Climate data for Bahia de los Angeles (1991–2020)
| Month | Jan | Feb | Mar | Apr | May | Jun | Jul | Aug | Sep | Oct | Nov | Dec | Year |
| Record high °C (°F) | 32 (90) | 35 (95) | 38 (100) | 40 (104) | 42 (108) | 44 (111) | 49 (120) | 44 (111) | 44 (111) | 44 (111) | 39 (102) | 34 (93) | 49 (120) |
| Mean daily maximum °C (°F) | 21.0 (69.8) | 21.9 (71.4) | 24.6 (76.3) | 27.6 (81.7) | 31.3 (88.3) | 34.8 (94.6) | 36.7 (98.1) | 36.3 (97.3) | 35.0 (95.0) | 30.9 (87.6) | 25.6 (78.1) | 21.3 (70.3) | 28.9 (84.0) |
| Daily mean °C (°F) | 15.3 (59.5) | 16.1 (61.0) | 18.3 (64.9) | 20.9 (69.6) | 24.2 (75.6) | 27.7 (81.9) | 30.8 (87.4) | 30.9 (87.6) | 29.5 (85.1) | 24.9 (76.8) | 20.2 (68.4) | 16.1 (61.0) | 22.9 (73.2) |
| Mean daily minimum °C (°F) | 9.6 (49.3) | 10.4 (50.7) | 11.9 (53.4) | 14.1 (57.4) | 17.1 (62.8) | 20.7 (69.3) | 24.9 (76.8) | 25.5 (77.9) | 23.9 (75.0) | 18.9 (66.0) | 14.8 (58.6) | 10.9 (51.6) | 16.9 (62.4) |
| Record low °C (°F) | 1 (34) | 3 (37) | 0 (32) | 5 (41) | 8 (46) | 7 (45) | 10 (50) | 14 (57) | 8 (46) | 8 (46) | 2 (36) | 4 (39) | 0 (32) |
| Average precipitation mm (inches) | 8.8 (0.35) | 8.5 (0.33) | 5.6 (0.22) | 1.2 (0.05) | 0.0 (0.0) | 1.4 (0.06) | 1.7 (0.07) | 3.5 (0.14) | 12.1 (0.48) | 7.9 (0.31) | 6.0 (0.24) | 11.5 (0.45) | 68.2 (2.7) |
| Average rainy days | 2.4 | 2.2 | 1.4 | 0.6 | 0.0 | 0.2 | 1.1 | 1.3 | 1.7 | 1.2 | 1.4 | 2.1 | 15.6 |
Source 1: SERVICIO METEOROLÓGICO NACIONAL
Source 2: SERVICIO METEOROLÓGICO NACIONAL

==Economy==
Overfishing of the region has made it increasingly difficult for residents to support themselves. The local economy is shifting from commercial fishing to guided sports fishing and other forms of tourism. Bahia is home to perhaps a dozen pangueros (panga operators) who specialize in sport fishing. Before the highway into the area was paved, the town was known as a drug transit point on the way to the United States. In 2007, power lines from Guerrero Negro were completed, ending reliance on diesel generators. There is internet access via satellite. The Baja 1000 passes through town every other year. The Bahía de los Ángeles Airport is just north of the town.

===Tourism===
Bay of LA is popular for activities such as kayaking, windsurfing, and tourism, in addition to being a sports fisherman's paradise, famous for its fabulous fishing. The most common game fish is yellowtail (jurel), a type of sport fish that lives off the shore of California and Mexico. Yellowtail from this region can grow up to 5 feet long and weigh up to 100 pounds. Other sport fish from this region include sea bass (cabrilla), snapper (pargo), grouper, sierra, bonito and the occasional mahi-mahi (dorado). Non-sport fish like triggerfish, barracuda and others exist in abundance. There are two colonies of the California sea lion population, one on Isla Calavera near Isla Coronado known locally as "Smith Island", and Isla El Racito, within Ensenada El Alacran. The bay is also famous for its whale sharks (Tiburón Ballena) with 20 to 30 visiting the area each summer.

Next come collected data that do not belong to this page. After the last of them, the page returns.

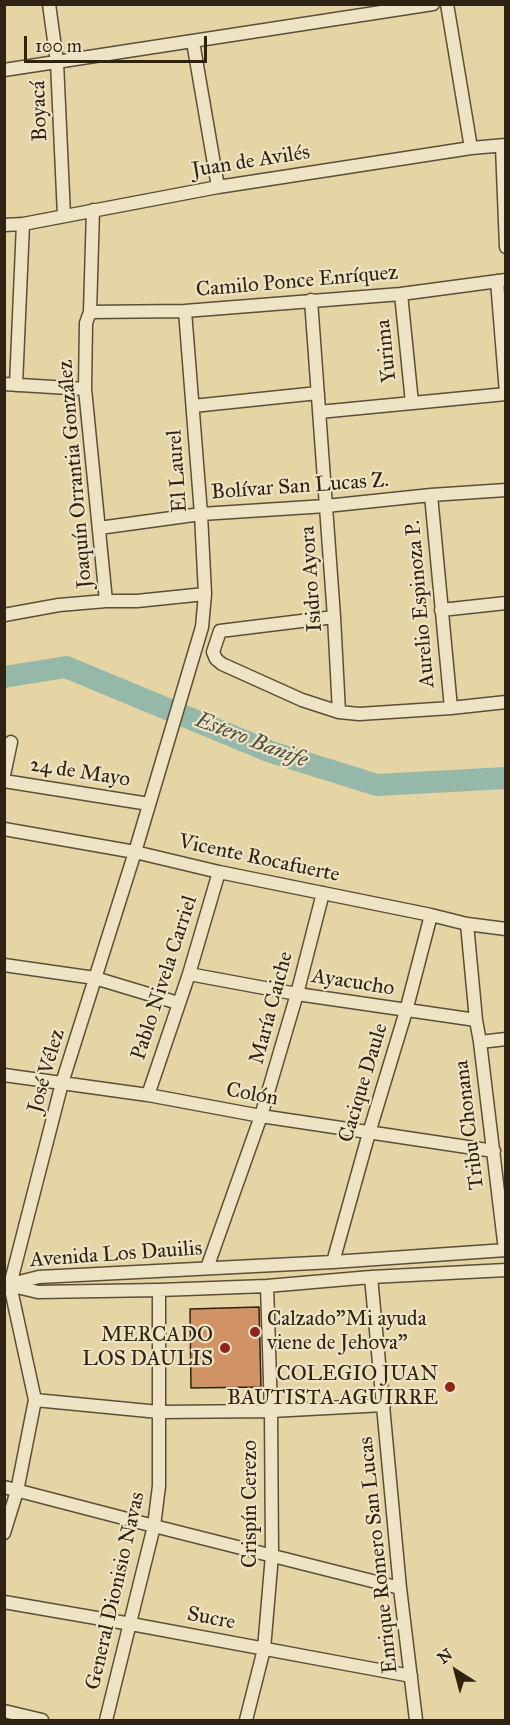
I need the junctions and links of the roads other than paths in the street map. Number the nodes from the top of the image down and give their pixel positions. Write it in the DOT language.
graph roads {
  1 [pos="50,4"];
  2 [pos="433,4"];
  3 [pos="447,4"];
  4 [pos="193,42"];
  5 [pos="57,62"];
  6 [pos="4,70"];
  7 [pos="504,146"];
  8 [pos="471,148"];
  9 [pos="218,187"];
  10 [pos="93,210"];
  11 [pos="64,216"];
  12 [pos="23,224"];
  13 [pos="4,225"];
  14 [pos="506,247"];
  15 [pos="501,281"];
  16 [pos="401,294"];
  17 [pos="311,300"];
  18 [pos="185,311"];
  19 [pos="90,312"];
  20 [pos="10,385"];
  21 [pos="85,389"];
  22 [pos="318,393"];
  23 [pos="506,394"];
  24 [pos="412,403"];
  25 [pos="193,406"];
  26 [pos="319,412"];
  27 [pos="506,490"];
  28 [pos="431,495"];
  29 [pos="326,506"];
  30 [pos="201,514"];
  31 [pos="99,528"];
  32 [pos="205,594"];
  33 [pos="106,601"];
  34 [pos="506,603"];
  35 [pos="441,610"];
  36 [pos="4,615"];
  37 [pos="334,617"];
  38 [pos="202,627"];
  39 [pos="506,702"];
  40 [pos="451,708"];
  41 [pos="339,712"];
  42 [pos="11,742"];
  43 [pos="4,775"];
  44 [pos="4,781"];
  45 [pos="149,804"];
  46 [pos="4,829"];
  47 [pos="135,852"];
  48 [pos="219,872"];
  49 [pos="322,892"];
  50 [pos="432,915"];
  51 [pos="467,924"];
  52 [pos="506,929"];
  53 [pos="4,965"];
  54 [pos="189,974"];
  55 [pos="95,978"];
  56 [pos="297,994"];
  57 [pos="178,1003"];
  58 [pos="406,1011"];
  59 [pos="476,1020"];
  60 [pos="506,1040"];
  61 [pos="480,1042"];
  62 [pos="4,1075"];
  63 [pos="62,1083"];
  64 [pos="148,1095"];
  65 [pos="261,1116"];
  66 [pos="369,1133"];
  67 [pos="494,1151"];
  68 [pos="505,1250"];
  69 [pos="333,1262"];
  70 [pos="207,1268"];
  71 [pos="506,1270"];
  72 [pos="371,1277"];
  73 [pos="7,1284"];
  74 [pos="267,1286"];
  75 [pos="159,1290"];
  76 [pos="34,1400"];
  77 [pos="384,1405"];
  78 [pos="271,1411"];
  79 [pos="159,1412"];
  80 [pos="4,1487"];
  81 [pos="17,1491"];
  82 [pos="154,1527"];
  83 [pos="4,1533"];
  84 [pos="272,1556"];
  85 [pos="400,1588"];
  86 [pos="4,1602"];
  87 [pos="131,1624"];
  88 [pos="264,1649"];
  89 [pos="411,1676"];
  90 [pos="4,1711"];
  91 [pos="42,1720"];
  92 [pos="106,1720"];
  93 [pos="246,1720"];
  94 [pos="416,1720"];
  1 -- 5 [label="street, Boyacá"];
  2 -- 4 [label="street"];
  3 -- 8 [label="street"];
  4 -- 5 [label="street"];
  4 -- 9 [label="street"];
  5 -- 6 [label="street"];
  5 -- 11 [label="street, Boyacá"];
  7 -- 8 [label="street, Juan de Avilés"];
  7 -- 14 [label="street"];
  8 -- 9 [label="street, Juan de Avilés"];
  9 -- 10 [label="street, Juan de Avilés"];
  10 -- 11 [label="street, Juan de Avilés"];
  10 -- 19 [label="street, Joaquín Orrantia González"];
  11 -- 12 [label="street, Juan de Avilés"];
  12 -- 13 [label="street, Juan de Avilés"];
  12 -- 20 [label="street"];
  15 -- 16 [label="street, Camilo Ponce Enríquez"];
  15 -- 23 [label="street"];
  16 -- 17 [label="street, Camilo Ponce Enríquez"];
  16 -- 24 [label="street, Yurima"];
  17 -- 18 [label="street, Camilo Ponce Enríquez"];
  17 -- 22 [label="street, Isidro Ayora"];
  18 -- 19 [label="street, Camilo Ponce Enríquez"];
  18 -- 25 [label="street, El Laurel"];
  19 -- 21 [label="street, Joaquín Orrantia González"];
  20 -- 21 [label="street"];
  21 -- 31 [label="street, Joaquín Orrantia González"];
  22 -- 25 [label="street"];
  22 -- 26 [label="street, Isidro Ayora"];
  23 -- 24 [label="street"];
  24 -- 26 [label="street"];
  25 -- 30 [label="street, El Laurel"];
  26 -- 29 [label="street, Isidro Ayora"];
  27 -- 28 [label="street, Bolívar San Lucas Z."];
  28 -- 29 [label="street, Bolívar San Lucas Z."];
  28 -- 35 [label="street, Aurelio Espinoza P."];
  29 -- 30 [label="street, Bolívar San Lucas Z."];
  29 -- 37 [label="street, Isidro Ayora"];
  30 -- 31 [label="street, Bolívar San Lucas Z."];
  30 -- 32 [label="street, El Laurel"];
  31 -- 33 [label="street, Joaquín Orrantia González"];
  32 -- 33 [label="street, Joaquín Orrantia González"];
  32 -- 38 [label="street, El Laurel"];
  33 -- 36 [label="street"];
  34 -- 35 [label="street"];
  35 -- 40 [label="street, Aurelio Espinoza P."];
  37 -- 41 [label="street, Isidro Ayora"];
  37 -- 41 [label="street"];
  38 -- 45 [label="street, José Vélez"];
  39 -- 40 [label="street"];
  40 -- 41 [label="street"];
  42 -- 43 [label="street"];
  44 -- 45 [label="street, 24 de Mayo"];
  45 -- 47 [label="street, José Vélez"];
  46 -- 47 [label="street, Vicente Rocafuerte"];
  47 -- 48 [label="street, Vicente Rocafuerte"];
  47 -- 55 [label="street, José Vélez"];
  48 -- 49 [label="street, Vicente Rocafuerte"];
  48 -- 54 [label="street, Pablo Nivela Carriel"];
  49 -- 50 [label="street, Vicente Rocafuerte"];
  49 -- 56 [label="street, María Caiche"];
  50 -- 51 [label="street, Vicente Rocafuerte"];
  50 -- 58 [label="street, Cacique Daule"];
  51 -- 52 [label="street, Vicente Rocafuerte"];
  51 -- 59 [label="street, Tribu Chonana"];
  53 -- 55 [label="street"];
  54 -- 56 [label="street, Ayacucho"];
  54 -- 57 [label="street, Pablo Nivela Carriel"];
  55 -- 57 [label="street"];
  55 -- 63 [label="street, José Vélez"];
  56 -- 58 [label="street, Ayacucho"];
  56 -- 65 [label="street, María Caiche"];
  57 -- 64 [label="street, Pablo Nivela Carriel"];
  58 -- 59 [label="street, Ayacucho"];
  58 -- 66 [label="street, Cacique Daule"];
  59 -- 61 [label="street, Tribu Chonana"];
  60 -- 61 [label="street"];
  61 -- 67 [label="street, Tribu Chonana"];
  62 -- 63 [label="street, Colón"];
  63 -- 64 [label="street, Colón"];
  63 -- 73 [label="street, José Vélez"];
  64 -- 65 [label="street, Colón"];
  65 -- 66 [label="street, Colón"];
  65 -- 70 [label="street, María Caiche"];
  66 -- 67 [label="street, Colón"];
  66 -- 69 [label="street, Cacique Daule"];
  67 -- 68 [label="street, Tribu Chonana"];
  68 -- 69 [label="street, Avenida Los Dauilis"];
  69 -- 70 [label="street, Avenida Los Dauilis"];
  70 -- 73 [label="street, Avenida Los Dauilis"];
  71 -- 72 [label="street, Avenida Los Dauilis"];
  72 -- 74 [label="street, Avenida Los Dauilis"];
  72 -- 77 [label="street, Enrique Romero San Lucas"];
  73 -- 75 [label="street, Avenida Los Dauilis"];
  73 -- 76 [label="street, José Vélez"];
  74 -- 75 [label="street, Avenida Los Dauilis"];
  74 -- 78 [label="street, Crispín Cerezo"];
  75 -- 79 [label="street, General Dionisio Navas"];
  76 -- 79 [label="street"];
  76 -- 81 [label="street, José Vélez"];
  77 -- 78 [label="street"];
  77 -- 85 [label="street, Enrique Romero San Lucas"];
  78 -- 79 [label="street"];
  78 -- 84 [label="street, Crispín Cerezo"];
  79 -- 82 [label="street, General Dionisio Navas"];
  80 -- 81 [label="street"];
  81 -- 82 [label="street"];
  81 -- 83 [label="street, José Vélez"];
  82 -- 84 [label="street"];
  82 -- 87 [label="street, General Dionisio Navas"];
  84 -- 85 [label="street"];
  84 -- 88 [label="street, Crispín Cerezo"];
  85 -- 89 [label="street, Enrique Romero San Lucas"];
  86 -- 87 [label="street, Sucre"];
  87 -- 88 [label="street, Sucre"];
  87 -- 92 [label="street, General Dionisio Navas"];
  88 -- 89 [label="street, Sucre"];
  88 -- 93 [label="street, Crispín Cerezo"];
  89 -- 94 [label="street, Enrique Romero San Lucas"];
  90 -- 91 [label="street"];
}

About 15 – 20 miles west of town are the prehistoric rock paintings of Montevideo, part of the Great Mural region considered to be one of the most important archaeological sites in Baja California. Known officially as Pinturas Rupestres de Valle Montevideo they are estimated by some to be 10,000 years old.

===Conservation===
Marine biologist Antonio Resendiz (RIP) ran a sea turtle research facility, known as Campo Archelon, north of town. The area around Bahia de los Angeles provides nesting grounds for many species of sea turtles. Beginning in 1979 the officially named "Centro Regional de Investigacion Pesquera (CRIP)" had conducted sea turtle research and conservation. Antonio, who studied marine biology at the University of Ensenada, established the research station first with the help of the Mexican Institute of Fishing and later through the help of American biochemist Dr. Grant Bartlett. Antonio made news in 1995 when one of his turtles, a 213-pound loggerhead named Adelita, was discovered off the coast of Japan by local fishermen. The discovery established the migration path of loggerheads for the first time.